Hope scommette su competenze specifiche e gratuite.

Profit e no profit, nuovi modelli.

di Giovanna Faggionato
Il Sole 24 Ore del 05 Luglio 2010

Un nuovo modello di organizzazione per il no profit, fondato su flessibilità e competenze altamente specializzate, caratterizza Hope Onlus. Fondata nel 2006, l’associazione, che realizza progetti nel campo della salute e dell’educazione interculturale in Medio Oriente è riuscita a costruire in 18 mesi il nuovo reparto di neonatologia e terapia intensiva dell’Holy Family Hospital di Nazareth, e per il 2010 punta a trasformarsi in fondazione.

Il successo si deve al modello operativo. L’idea è venuta alla presidente Elena Fazzini, ex funzionario delle Nazioni Unite in Libano, che durante un viaggio in Israele ha visitato l’ospedale italiano di Nazareth, dove operano insieme cristiani, ebrei, musulmani e drusi.

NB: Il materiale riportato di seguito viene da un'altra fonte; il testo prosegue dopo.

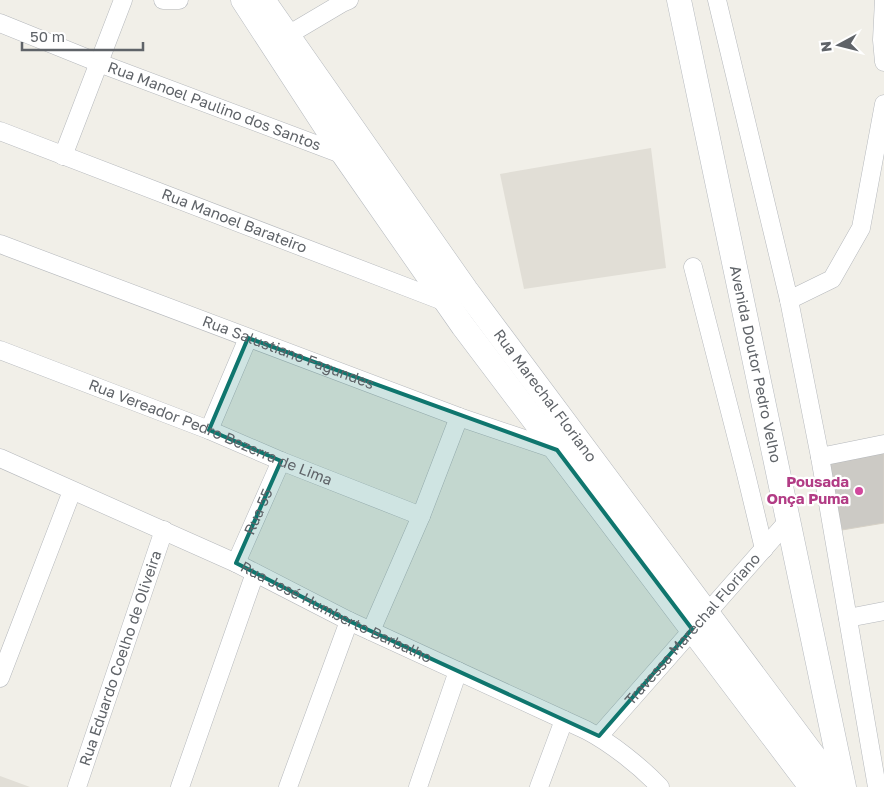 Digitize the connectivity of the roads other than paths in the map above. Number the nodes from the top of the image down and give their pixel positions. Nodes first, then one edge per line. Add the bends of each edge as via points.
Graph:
1 (124, 0) edge
2 (163, 0) edge
3 (179, 0) edge
4 (243, 0) edge
5 (263, 0) edge
6 (349, 0) edge
7 (679, 0) edge
8 (717, 0) edge
9 (884, 0) edge
10 (0, 23) edge
11 (288, 36) junction
12 (884, 62) edge
13 (99, 63) junction
14 (884, 104) edge
15 (0, 131) edge
16 (344, 155) junction
17 (63, 156) junction
18 (368, 169) junction
19 (0, 244) edge
20 (694, 267) dead end
21 (457, 297) junction
22 (789, 300) junction
23 (248, 338) junction
24 (0, 350) edge
25 (459, 417) junction
26 (209, 430) junction
27 (565, 443) junction
28 (884, 444) edge
29 (820, 457) junction
30 (0, 458) edge
31 (281, 461) junction
32 (72, 491) junction
33 (421, 516) junction
34 (788, 521) junction
35 (164, 530) junction
36 (764, 549) junction
37 (236, 563) junction
38 (256, 573) junction
39 (884, 611) edge
40 (848, 618) junction
41 (349, 621) junction
42 (699, 621) junction
43 (371, 631) junction
44 (458, 671) junction
45 (0, 678) edge
46 (564, 720) junction
47 (598, 736) junction
48 (77, 787) edge
49 (180, 787) edge
50 (288, 787) edge
51 (418, 787) edge
52 (539, 787) edge
53 (660, 787) edge
54 (811, 787) edge
55 (836, 787) edge
56 (844, 787) edge
57 (877, 787) edge

1 - 13 street
2 - 3 street
4 - 16 street, Rua Marechal Floriano
5 - 11 street, Rua Marechal Floriano
6 - 11 street
7 - 34 street, Avenida Doutor Pedro Velho
8 - 22 street
9 - 12 street
10 - 13 street, Rua Manoel Paulino dos Santos
11 - 18 street, Rua Marechal Floriano
13 - 16 street, Rua Manoel Paulino dos Santos
13 - 17 street
14 - 22 street via 861,228 832,279
15 - 17 street, Rua Manoel Barateiro
16 - 18 street, Rua Marechal Floriano
17 - 21 street, Rua Manoel Barateiro
18 - 21 street, Rua Marechal Floriano
19 - 23 street, Rua Salustiano Fagundes
20 - 36 street
21 - 27 street, Rua Marechal Floriano
22 - 29 street
23 - 25 street, Rua Salustiano Fagundes
23 - 26 street
24 - 26 street, Rua Vereador Pedro Bezerra de Lima
25 - 27 street, Rua Salustiano Fagundes
25 - 33 street
26 - 31 street, Rua Vereador Pedro Bezerra de Lima
27 - 42 street, Rua Marechal Floriano
28 - 29 street
29 - 40 street
30 - 32 street, Rua José Humberto Barbalho
31 - 33 street, Rua Vereador Pedro Bezerra de Lima
31 - 37 street, Rua 55
32 - 35 street, Rua José Humberto Barbalho
32 - 45 street
33 - 43 street
34 - 36 street, Travessa Marechal Floriano
34 - 56 street, Avenida Doutor Pedro Velho
35 - 37 street, Rua José Humberto Barbalho
35 - 48 street, Rua Eduardo Coelho de Oliveira
36 - 42 street, Travessa Marechal Floriano
37 - 38 street, Rua José Humberto Barbalho
38 - 41 street, Rua José Humberto Barbalho
38 - 49 street
39 - 40 street
40 - 57 street
41 - 43 street, Rua José Humberto Barbalho
41 - 50 street
42 - 47 street, Travessa Marechal Floriano
42 - 54 street, Rua Marechal Floriano
42 - 55 street, Rua Marechal Floriano
43 - 44 street, Rua José Humberto Barbalho
44 - 46 street, Rua José Humberto Barbalho
44 - 51 street
46 - 47 street, Rua José Humberto Barbalho
46 - 52 street
47 - 53 street, Rua José Humberto Barbalho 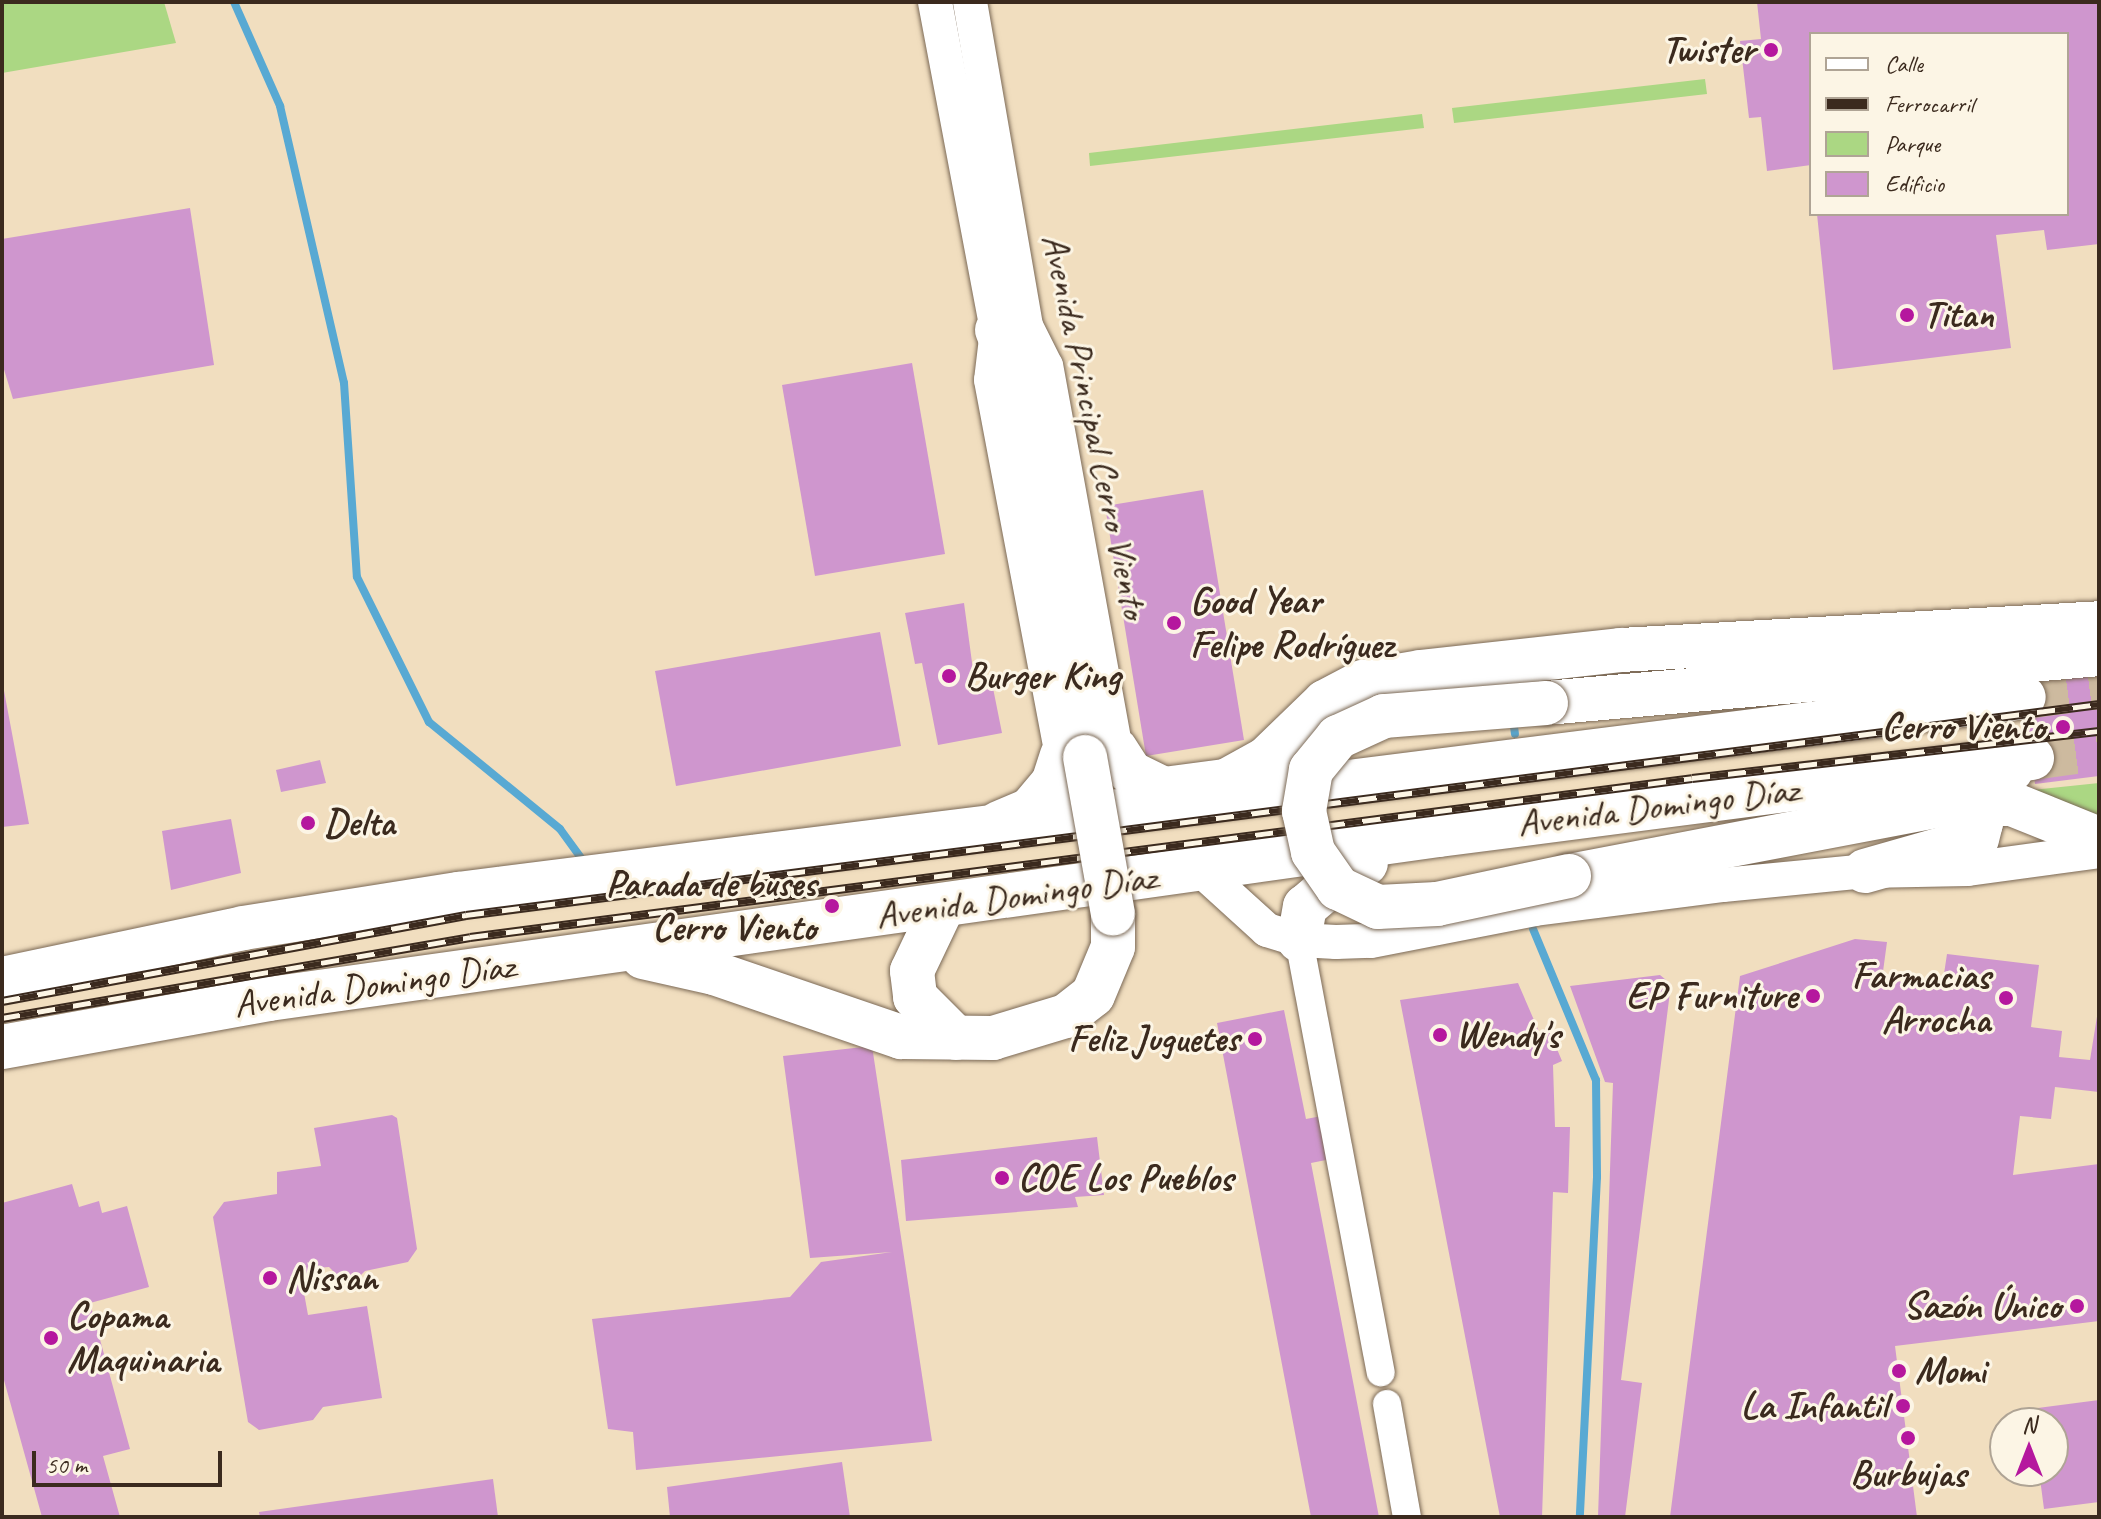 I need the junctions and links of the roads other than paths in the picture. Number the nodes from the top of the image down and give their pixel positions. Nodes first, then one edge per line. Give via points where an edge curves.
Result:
1 (935, 2) edge
2 (970, 2) edge
3 (1012, 328) junction
4 (2099, 623) edge
5 (2099, 654) edge
6 (2024, 697) tunnel mouth
7 (1088, 754) junction
8 (1164, 789) junction
9 (1772, 792) junction
10 (1943, 806) junction
11 (1030, 810) junction
12 (981, 830) junction
13 (1439, 835) junction
14 (2099, 839) edge
15 (2099, 851) edge
16 (1202, 871) junction
17 (1865, 871) junction
18 (943, 906) junction
19 (1299, 940) junction
20 (618, 951) junction
21 (57, 965) junction
22 (2, 967) edge
23 (2, 979) edge
24 (72, 1032) junction
25 (956, 1038) junction
26 (2, 1047) edge
27 (2, 1066) edge
28 (1381, 1372) dead end
29 (1387, 1404) dead end
30 (1407, 1517) edge

1 - 3 street, Avenida Principal Cerro Viento
2 - 3 street, Avenida Principal Cerro Viento
3 - 7 main road
3 - 7 street, Avenida Principal Cerro Viento via 1046,366
3 - 7 street, Avenida Principal Cerro Viento via 991,380
4 - 8 main road via 1621,650 1363,682 1325,702 1266,759 1226,781
5 - 10 main road, bridge via 1384,716 1338,737 1311,770 1304,811 1313,852 1338,888 1378,907 1437,904
6 - 12 main road, Avenida Domingo Díaz
7 - 8 main road
7 - 11 main road
7 - 25 main road, bridge via 1113,914 1113,947 1093,995 1066,1016 1036,1028 993,1038
8 - 11 main road
9 - 10 main road
9 - 10 main road, Avenida Domingo Díaz via 2032,758
9 - 13 main road, Avenida Domingo Díaz
10 - 14 main road via 2012,804
10 - 17 main road via 1981,823 1977,839
11 - 12 main road
12 - 21 main road, Avenida Domingo Díaz via 458,894 243,928
13 - 16 main road, Avenida Domingo Díaz
13 - 19 main road via 1345,873 1305,907
15 - 17 street via 1968,869
16 - 18 main road, Avenida Domingo Díaz
16 - 19 street via 1267,930
17 - 19 street via 1535,909 1371,941
18 - 20 main road, Avenida Domingo Díaz
18 - 25 main road via 912,971 915,997
19 - 28 street
20 - 24 main road, Avenida Domingo Díaz
20 - 25 main road via 714,973 901,1037
21 - 22 main road
21 - 23 main road, Avenida Domingo Díaz
24 - 26 main road, Avenida Domingo Díaz
24 - 27 main road
29 - 30 street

Mancava un reparto di neonatologia, quello più vicino era a 50 chilometri. «Così abbiamo deciso di coinvolgere i nostri conoscenti che avessero delle competenze specifiche – racconta la presidente di Hope -. Abbiamo contattato gli ospedali e abbiamo trovato la disponibilità del San Gerardo di Monza: un team scientifico di sette giovani medici ha formato una squadra di professionisti locali». E poi tecnici sanitari, architetti e ingegneri, che hanno realizzato il progetto del reparto, e giovani delle agenzie di comunicazione: in tutto, 35 professionisti hanno messo gratuitamente in campo le loro competenze.

Un’iniziativa all’avanguardia che ha trovato il sostegno finanziario – 950mila euro – della Regione Lombardia, grazie ai fondi per la cooperazione, e di Fondazione Milan. «La nostra linea operativa – spiega Elena Fazzini – è rispondere a bisogni locali molto specifici, trasferendo l’eccellenza del profit nel no profit e puntando alla sostenibilità del progetto, in modo che il contesto locale sia poi preparato a proseguire autonomamente».

Finora Hope è riuscita a coinvolgere 88 volontari di differenti settori e più di 30 imprese nel sostegno economico. Intanto le richieste di intervento si sono moltiplicate ed è arrivata la decisione di trasformarsi in fondazione: l’obiettivo è raccogliere 100mila euro di capitale sociale. Nel frattempo a Nazareth è stato attivato anche un percorso educativo di convivenza fra le tre religioni, che ha visto la collaborazione tra un team di dodici educatori italiani, che comprende docenti dell’Università Cattolica, e sei rappresentanti dell’ospedale e del ministero dell’Educazione israeliano. E in corso ci sono anche i progetti di ristrutturazione di una casa di accoglienza per ragazzi e soprattutto la costruzione di un asilo bunker, all’interno del Western Galilee Hospital, nel Nord, a tre chilometri dal confine con il Libano. Durante l’ultima guerra l’ospedale, che comprende un’area con protezioni anti-missile e anti-atomiche, è diventato il rifugio per i bambini della zona. Da una parte e dall’altra della frontiera.